The regional level has been the last one analyzed to establish this theoretical framework. In this respect, Andalusia Urban Agenda is presented with a high level of maturity and solidity, as it is capable of gathering all that has been presented by its predecessors and focusing it on the reality of the Andalusian territory. This means the key to propose strategies whose implementation could influence directly in the territorial network, due to the fact of being the government immediate level of the system of cities or nodes that make up the Andalusian geography. With which the importance of a good approach by the regional government becomes fundamental, as a prior step to local action. So that this could provide a system that functions as a basis for a more sustainable model of the city and its relations within the networks of flows that occur in the region.
In this way, the important consideration that the heritage and citizenship approaches acquire in these documents become visible. Both approaches constitute the cultural pillar, which is the fourth of the pillars that make up sustainable development. Heritage and citizenship are presented as articulators of the economic, social and environmental aspects in the strategies exposed by the new urban agendas, which is a reference framework for local administrations in relation to the implementation of such strategies.
With this documentary review of the new urban agendas, a reference framework is established in which to lay the foundations for the role of heritage and citizen participation approaches in the debate on the sustainable city model. In order to establish the most complete criteria possible, from a global vision to a more contextualized view, the agendas elaborated at different levels of government have been considered, such as international, European, national and regional levels.
The next level of study corresponds to the local one as the last link in the chain of government. Many cities are currently developing their local Urban Agenda, taking their predecessors as a reference point. We are therefore faced with the situation that, depending on the degree of depth and stringency with which they implement the guidelines exposed in the general documents, this will be reflected in the consideration of culture as an articulating axis where heritage and citizen participation are the backbone of the proposals made.

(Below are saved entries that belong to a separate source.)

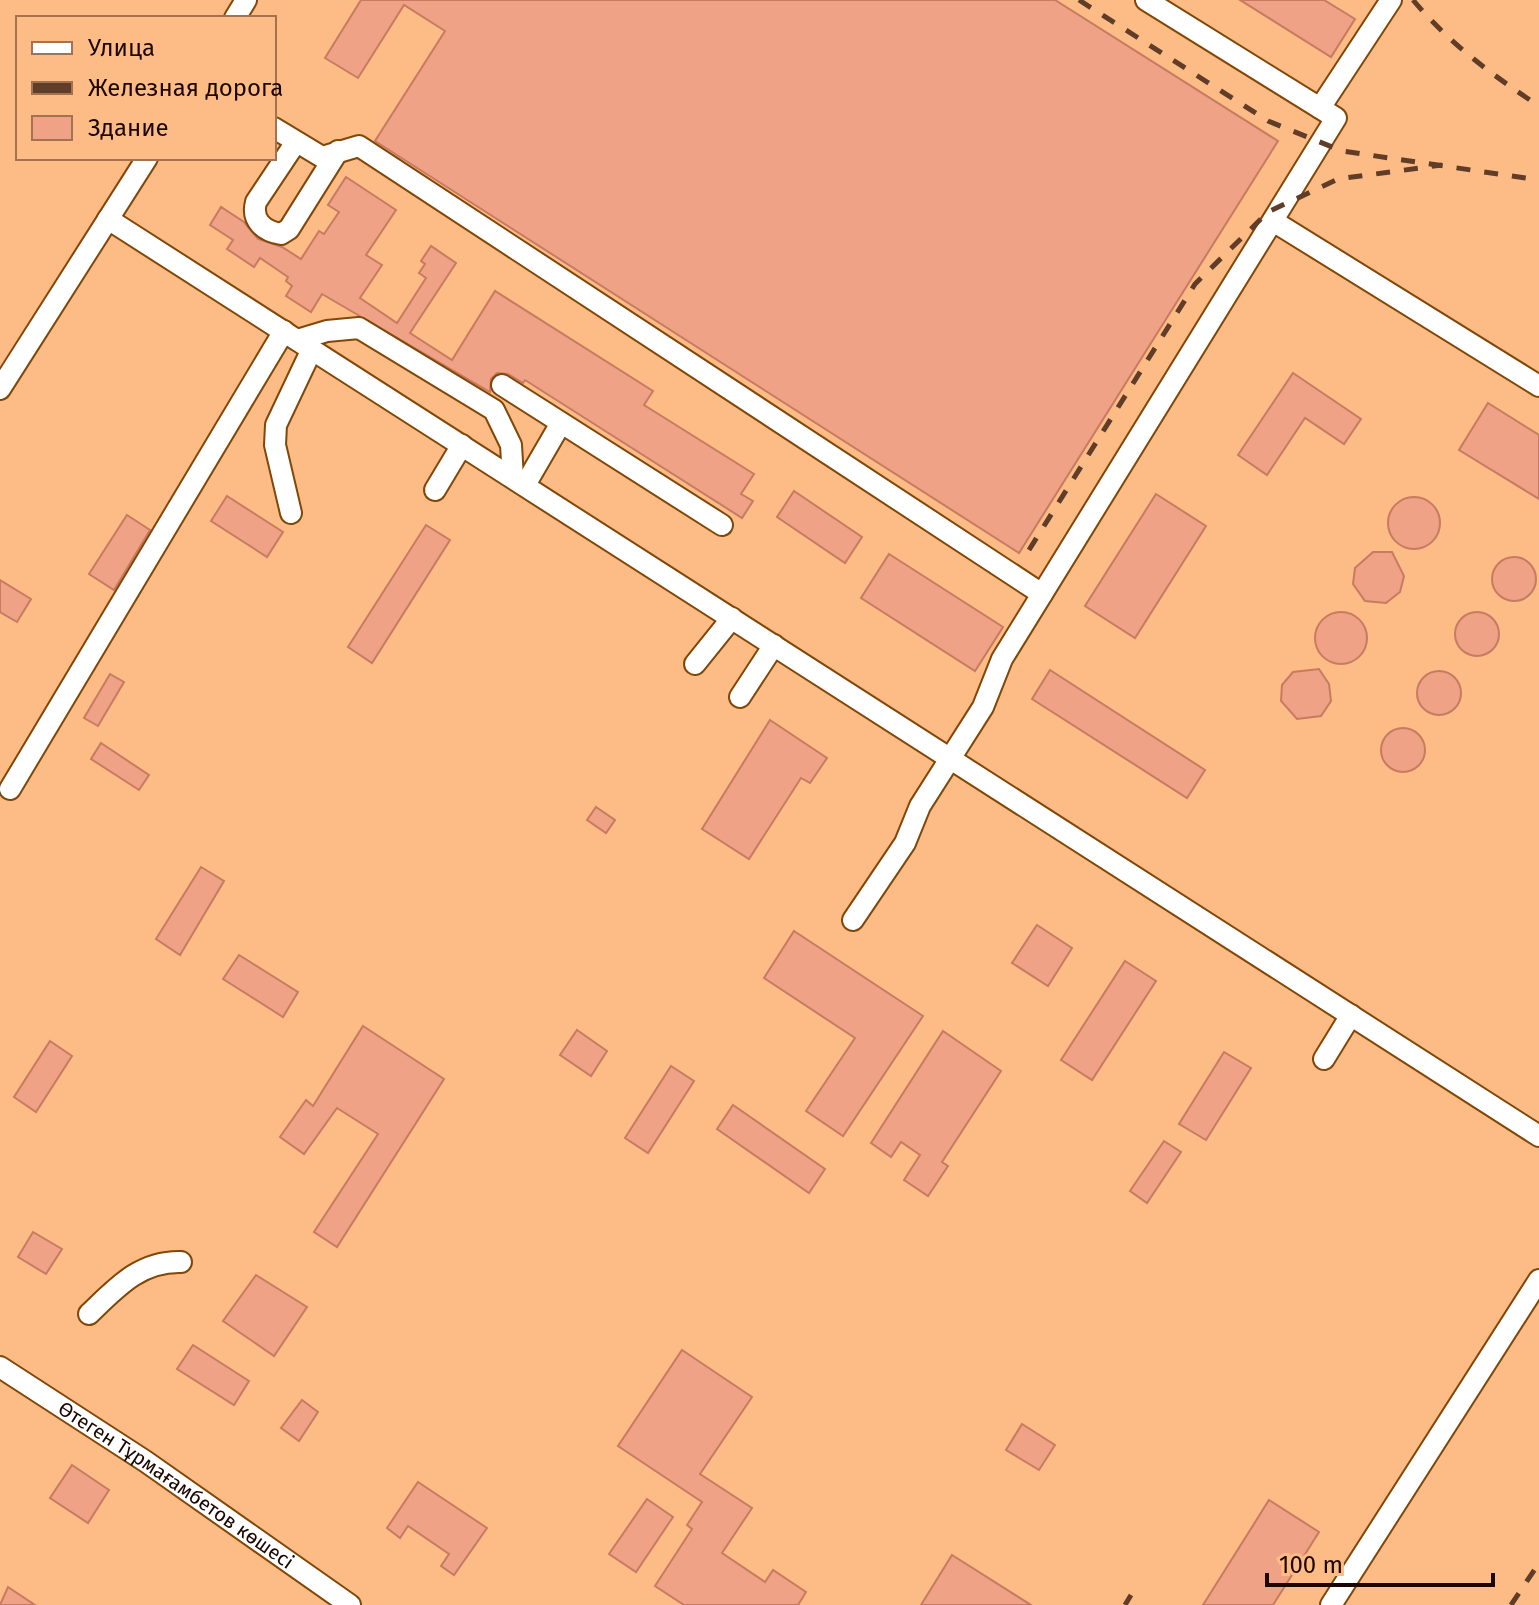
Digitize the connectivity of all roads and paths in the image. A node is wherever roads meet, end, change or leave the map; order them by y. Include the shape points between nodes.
1 (1146, 0) edge
2 (1391, 0) edge
3 (1320, 108) junction
4 (276, 129) edge
5 (296, 142) junction
6 (338, 151) junction
7 (146, 160) edge
8 (108, 219) junction
9 (1273, 221) junction
10 (297, 340) junction
11 (502, 385) dead end
12 (1539, 386) edge
13 (0, 389) edge
14 (561, 423) junction
15 (462, 445) junction
16 (519, 482) junction
17 (435, 490) dead end
18 (291, 513) dead end
19 (722, 525) dead end
20 (1042, 594) junction
21 (732, 618) junction
22 (774, 645) junction
23 (695, 664) dead end
24 (740, 697) dead end
25 (953, 760) junction
26 (10, 789) dead end
27 (853, 920) dead end
28 (1351, 1015) junction
29 (1324, 1059) dead end
30 (1539, 1136) edge
31 (181, 1262) dead end
32 (1539, 1280) edge
33 (89, 1314) dead end
34 (0, 1367) edge
35 (350, 1605) edge
36 (1331, 1605) edge

1 - 3 street
2 - 3 street
3 - 9 street via 1336,118
4 - 5 street
5 - 6 street via 322,157
5 - 6 street via 253,212 268,231 281,234 289,229
6 - 20 street via 359,146
7 - 8 street
8 - 10 street
8 - 13 street
9 - 12 street
9 - 20 street
10 - 15 street
10 - 16 street via 359,328 494,410 511,445
10 - 18 street via 275,445
10 - 26 street
11 - 14 street
14 - 16 street
14 - 19 street
15 - 16 street
15 - 17 street
16 - 21 street
20 - 25 street via 1002,659
21 - 22 street
21 - 23 street
22 - 24 street
22 - 25 street
25 - 27 street
25 - 28 street
28 - 29 street
28 - 30 street
31 - 33 street via 149,1265
32 - 36 street
34 - 35 street, Өтеген Тұрмағамбетов көшесі

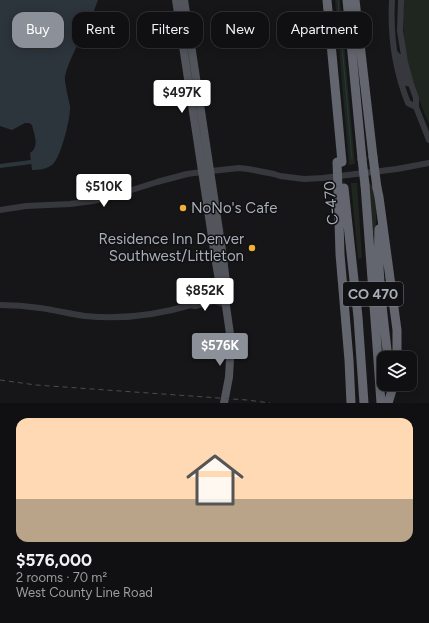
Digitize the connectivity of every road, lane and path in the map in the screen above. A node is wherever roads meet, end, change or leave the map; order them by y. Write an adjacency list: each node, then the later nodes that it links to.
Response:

To conclude, it is worth highlighting the key principles that have been identified, in terms of heritage and citizen participation, in order to institute a sustainable city model. However, to guarantee the implementation of this framework, it must be ensured that technicians and professionals are aware of the importance of this, being responsible for applying a matrix of proposals in their respective areas that verify the compliance with the seven key principles. This understanding makes visible the need and the potential to analyze local case studies that allow us to approach a scale in which can be assessed how this transition from theory on paper to materialization takes place.